> [EXERCISE GOAL] Read the data below line by line and state how many lines hold "Revolución". Nothing else belongs in the answer.
--- START ---
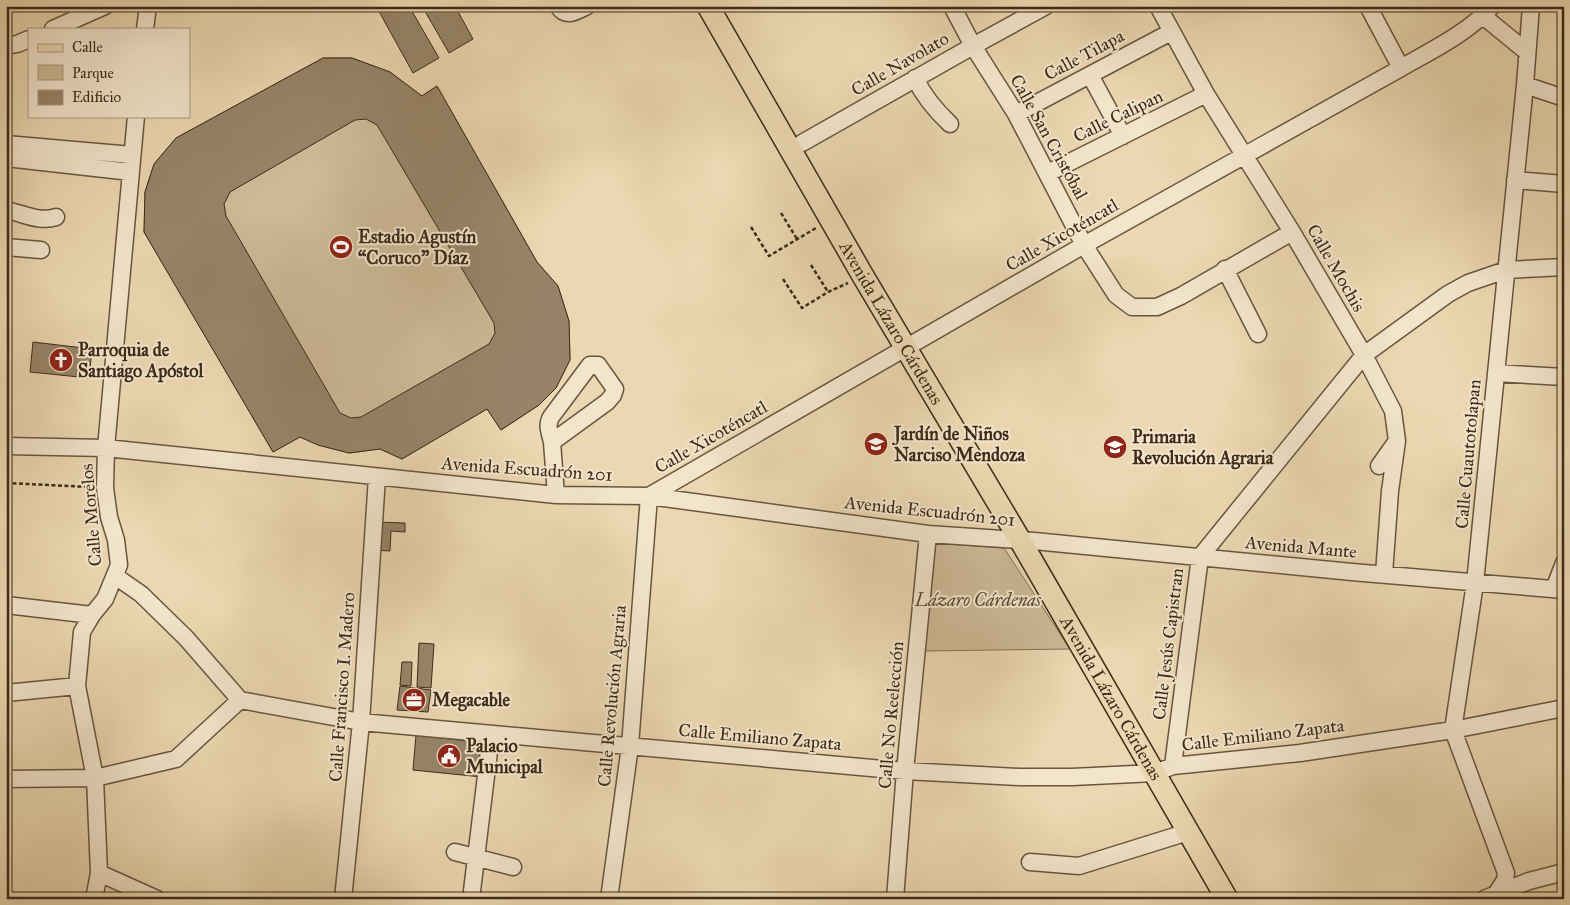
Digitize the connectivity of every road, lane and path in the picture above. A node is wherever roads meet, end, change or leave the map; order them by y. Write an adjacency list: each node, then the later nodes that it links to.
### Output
1 (105, 6): 11 (street)
2 (148, 6): 12 (street)
3 (708, 6): 15 (main road, Avenida Lázaro Cárdenas)
4 (723, 6): 15 (main road, Avenida Lázaro Cárdenas)
5 (952, 6): 17 (street, Calle San Cristóbal)
6 (1046, 6): 17 (street, Calle Navolato)
7 (1158, 6): 13 (street, Calle Mochis)
8 (1368, 6): 19 (street)
9 (1531, 6): 18 (street, Calle Cuautotolapan)
10 (1484, 10): 18 (street); 19 (street, Calle Xicoténcatl)
11 (55, 28)
12 (145, 28)
13 (1171, 32): 20 (street, Calle Tilapa); 23 (street, Calle Mochis)
14 (28, 39): 16 (street)
15 (738, 45): 29 (main road, Avenida Lázaro Cárdenas); 41 (main road, Avenida Lázaro Cárdenas)
16 (6, 46)
17 (973, 46): 21 (street, Calle Navolato); 25 (street, Calle San Cristóbal)
18 (1527, 52): 22 (street, Calle Cuautotolapan)
19 (1401, 68): 32 (street, Calle Xicoténcatl)
20 (1090, 75): 25 (street, Calle Tilapa); 28 (street)
21 (915, 78): 27 (street); 29 (street, Calle Navolato)
22 (1525, 85): 24 (street); 36 (street, Calle Cuautotolapan)
23 (1206, 94): 28 (street, Calle Calipan); 32 (street, Calle Mochis)
24 (1564, 98)
25 (1016, 114): 35 (street, Calle San Cristóbal)
26 (136, 118): 31 (street, Calle Morelos)
27 (950, 124)
28 (1123, 136): 35 (street, Calle Calipan)
29 (802, 143): 56 (main road, Avenida Lázaro Cárdenas)
30 (6, 144): 31 (street)
31 (132, 155): 34 (street, Calle Morelos)
32 (1243, 155): 43 (street, Calle Mochis); 45 (street, Calle Xicoténcatl)
33 (6, 158): 34 (street)
34 (131, 172): 62 (street, Calle Morelos)
35 (1048, 173): 45 (street, Calle San Cristóbal)
36 (1515, 180): 37 (street); 51 (street, Calle Cuautotolapan)
37 (1564, 184)
38 (6, 210): 40 (street)
39 (781, 213): 44 (path)
40 (56, 217)
41 (831, 219): 44 (path); 52 (main road, Avenida Lázaro Cárdenas)
42 (751, 227): 44 (path)
43 (1292, 232): 50 (street, Calle San Cristóbal); 57 (street, Calle Mochis)
44 (797, 239)
45 (1084, 245): 50 (street, Calle San Cristóbal); 56 (street, Calle Xicoténcatl)
46 (6, 247): 47 (street)
47 (41, 250)
48 (811, 265): 54 (path)
49 (1564, 267): 51 (street)
50 (1226, 270): 55 (street)
51 (1506, 270): 57 (street); 58 (street, Calle Cuautotolapan)
52 (863, 276): 54 (path); 56 (main road, Avenida Lázaro Cárdenas)
53 (783, 279): 54 (path)
54 (828, 292)
55 (1258, 334)
56 (911, 344): 69 (street, Calle Xicoténcatl); 71 (main road, Avenida Lázaro Cárdenas)
57 (1364, 356): 60 (street, Calle Mochis); 72 (street)
58 (1496, 373): 59 (street); 76 (street, Calle Cuautotolapan)
59 (1564, 377)
60 (1397, 441): 64 (street); 74 (street, Calle Mochis)
61 (552, 442): 61 (street); 68 (street)
62 (106, 448): 63 (street, Avenida Escuadrón 201); 65 (street, Avenida Escuadrón 201); 67 (street, Calle Morelos)
63 (7, 451)
64 (1379, 466)
65 (377, 477): 68 (street, Avenida Escuadrón 201); 84 (street, Calle Francisco I. Madero)
66 (6, 482): 67 (path)
67 (105, 488): 75 (street, Calle Morelos)
68 (556, 495): 69 (street, Avenida Escuadrón 201)
69 (649, 496): 70 (street, Avenida Escuadrón 201); 87 (street, Calle Revolución Agraria)
70 (928, 534): 71 (street, Avenida Escuadrón 201); 89 (street, Calle No Reelección)
71 (1027, 540): 72 (street, Avenida Mante); 88 (main road, Avenida Lázaro Cárdenas)
72 (1200, 557): 74 (street, Avenida Mante); 88 (street, Calle Jesús Capistran)
73 (1564, 563): 77 (street)
74 (1384, 574): 76 (street, Avenida Mante)
75 (115, 576): 79 (street, Calle Morelos); 82 (street)
76 (1476, 583): 77 (street, Avenida Mante); 85 (street, Calle Cuautotolapan)
77 (1559, 589)
78 (6, 605): 79 (street)
79 (92, 615): 80 (street, Calle Morelos)
80 (77, 686): 81 (street); 90 (street, Calle Morelos)
81 (6, 693)
82 (240, 700): 84 (street, Calle Emiliano Zapata); 90 (street)
83 (1564, 708): 85 (street, Calle Emiliano Zapata)
84 (361, 722): 86 (street, Calle Emiliano Zapata); 102 (street, Calle Francisco I. Madero)
85 (1453, 730): 88 (street, Calle Emiliano Zapata); 99 (street, Calle Cuautotolapan)
86 (491, 735): 87 (street, Calle Emiliano Zapata); 94 (street)
87 (630, 746): 89 (street, Calle Emiliano Zapata); 104 (street, Calle Revolución Agraria)
88 (1163, 770): 89 (street, Calle Emiliano Zapata); 92 (main road, Avenida Lázaro Cárdenas); 107 (main road, Avenida Lázaro Cárdenas)
89 (905, 771): 105 (street, Calle No Reelección)
90 (95, 778): 91 (street); 98 (street, Calle Morelos)
91 (6, 779)
92 (1188, 832): 95 (street); 106 (main road, Avenida Lázaro Cárdenas)
93 (455, 852): 94 (street)
94 (477, 858): 96 (street); 103 (street)
95 (1030, 862)
96 (513, 867)
97 (1564, 872): 99 (street)
98 (99, 873): 100 (street, Calle Morelos); 101 (street)
99 (1490, 896)
100 (94, 899)
101 (157, 899)
102 (343, 899)
103 (471, 899)
104 (609, 899)
105 (895, 899)
106 (1227, 899)
107 (1236, 899)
--- END ---
> [EXERCISE SOLUTION] 2